In the last decade, the premium car segment has seen an increase in the number of models sold to customers. Some of these new variants became high-sellers for the automakers, while the niche models helped them stay relevant and steal customers from the competition. Currently, BMW sits at the top of the list of models currently on sale. In 2014, the Bavarians had 27 models, ahead of Audi with 25, Mercedes-Benz (19), Lexus (16) and Cadillac (12).
In 2015 BMW’s model count jumps to 35, including variants like the 3 Series sedan, wagon and Gran Turismo, and M Performance Automobiles. Lexus grows to 19 this year while Audi goes to 29. Mercedes’ number holds at 19. No other luxury brands are in double digits in 2015.
Larry Dominique, executive vice president for data solutions at TrueCar and former Nissan product planning chief, says the big German automakers can afford to develop more cars thanks to their global reach. “Brands like Mercedes and BMW have great advantages because they’re global and high volume,” Dominique said. “They sell 400,000 BMW 3 series alone.”
The global volume helps the Germans offset the development costs associated with the launch of new cars.

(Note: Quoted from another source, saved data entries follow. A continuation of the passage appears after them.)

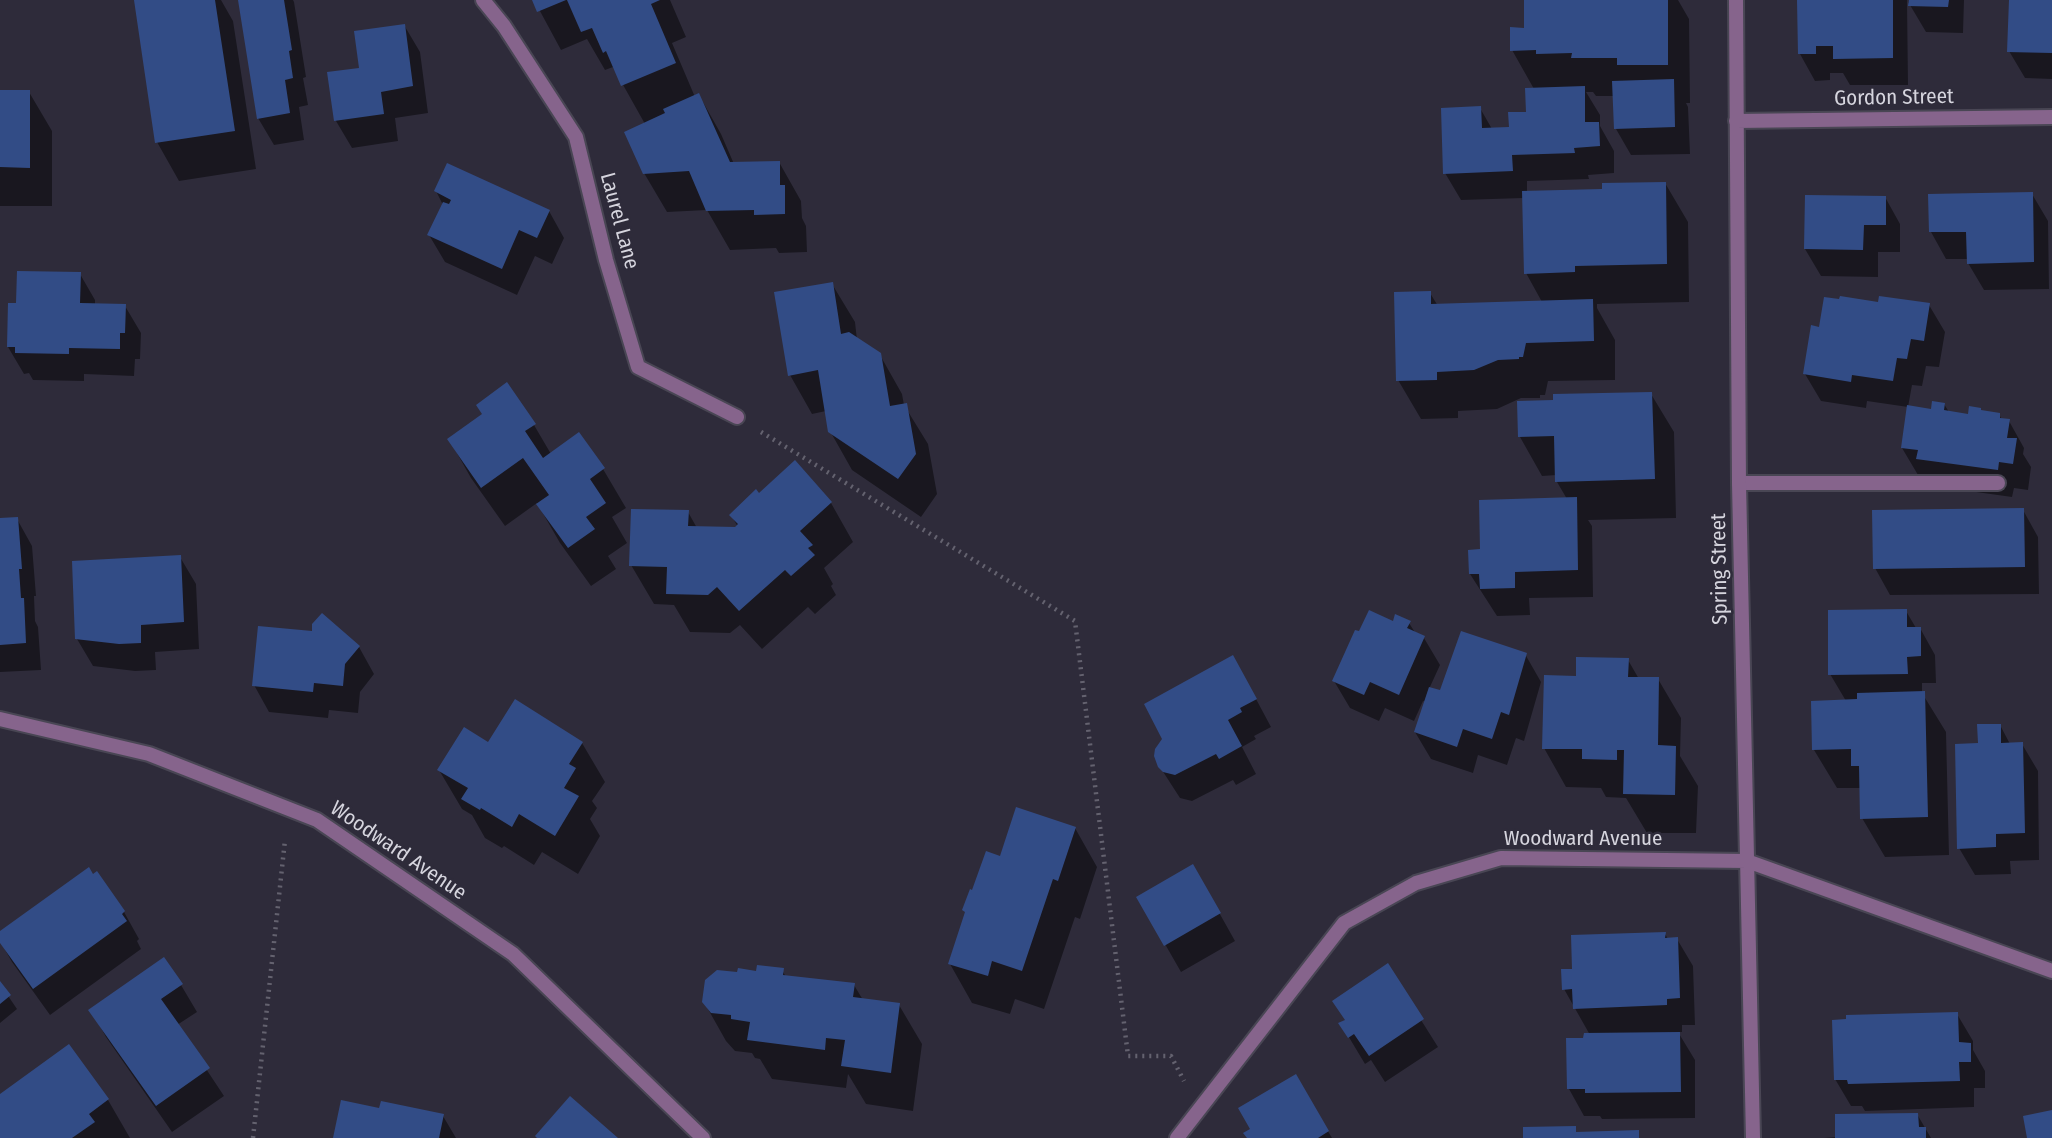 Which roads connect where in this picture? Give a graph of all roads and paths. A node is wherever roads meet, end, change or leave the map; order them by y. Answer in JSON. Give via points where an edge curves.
{"nodes":[{"id":1,"x":483,"y":0,"type":"edge"},
{"id":2,"x":1736,"y":0,"type":"edge"},
{"id":3,"x":2052,"y":117,"type":"edge"},
{"id":4,"x":1736,"y":121,"type":"junction"},
{"id":5,"x":737,"y":417,"type":"joint"},
{"id":6,"x":1740,"y":482,"type":"junction"},
{"id":7,"x":1998,"y":483,"type":"dead end"},
{"id":8,"x":0,"y":719,"type":"edge"},
{"id":9,"x":288,"y":809,"type":"junction"},
{"id":10,"x":1747,"y":861,"type":"junction"},
{"id":11,"x":2052,"y":971,"type":"edge"},
{"id":12,"x":1198,"y":1109,"type":"junction"},
{"id":13,"x":253,"y":1138,"type":"edge"},
{"id":14,"x":703,"y":1138,"type":"edge"},
{"id":15,"x":1177,"y":1138,"type":"edge"},
{"id":16,"x":1753,"y":1138,"type":"edge"}],
"edges":[{"from":1,"to":5,"type":"street","name":"Laurel Lane","via":[[576,137],[638,367]]},
{"from":2,"to":4,"type":"street","name":"Spring Street"},
{"from":3,"to":4,"type":"street","name":"Gordon Street"},
{"from":4,"to":6,"type":"street","name":"Spring Street"},
{"from":5,"to":12,"type":"path","via":[[1075,621],[1128,1056],[1171,1056]]},
{"from":6,"to":7,"type":"street"},
{"from":6,"to":10,"type":"street","name":"Spring Street"},
{"from":8,"to":9,"type":"street","name":"Woodward Avenue","via":[[149,754]]},
{"from":9,"to":13,"type":"path"},
{"from":9,"to":14,"type":"street","name":"Woodward Avenue","via":[[317,820],[513,954]]},
{"from":10,"to":11,"type":"street","name":"Woodward Avenue"},
{"from":10,"to":12,"type":"street","name":"Woodward Avenue","via":[[1500,859],[1416,883],[1344,923]]},
{"from":10,"to":16,"type":"street","name":"Spring Street"},
{"from":12,"to":15,"type":"street","name":"Woodward Avenue"}]}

Dave Sullivan, analyst for AutoPacific, says that the large number of models could become a liability for some automakers. “There’s a tremendous cost of keeping all of these nameplates,” Sullivan said. “Think of it as a nest full of baby birds and you having to keep them fed and warm at the same time, or one of them will be dying off. It’s a lot of babies to take care of.”
Whether the diversification of products will hurt the premium automakers remains to be seen.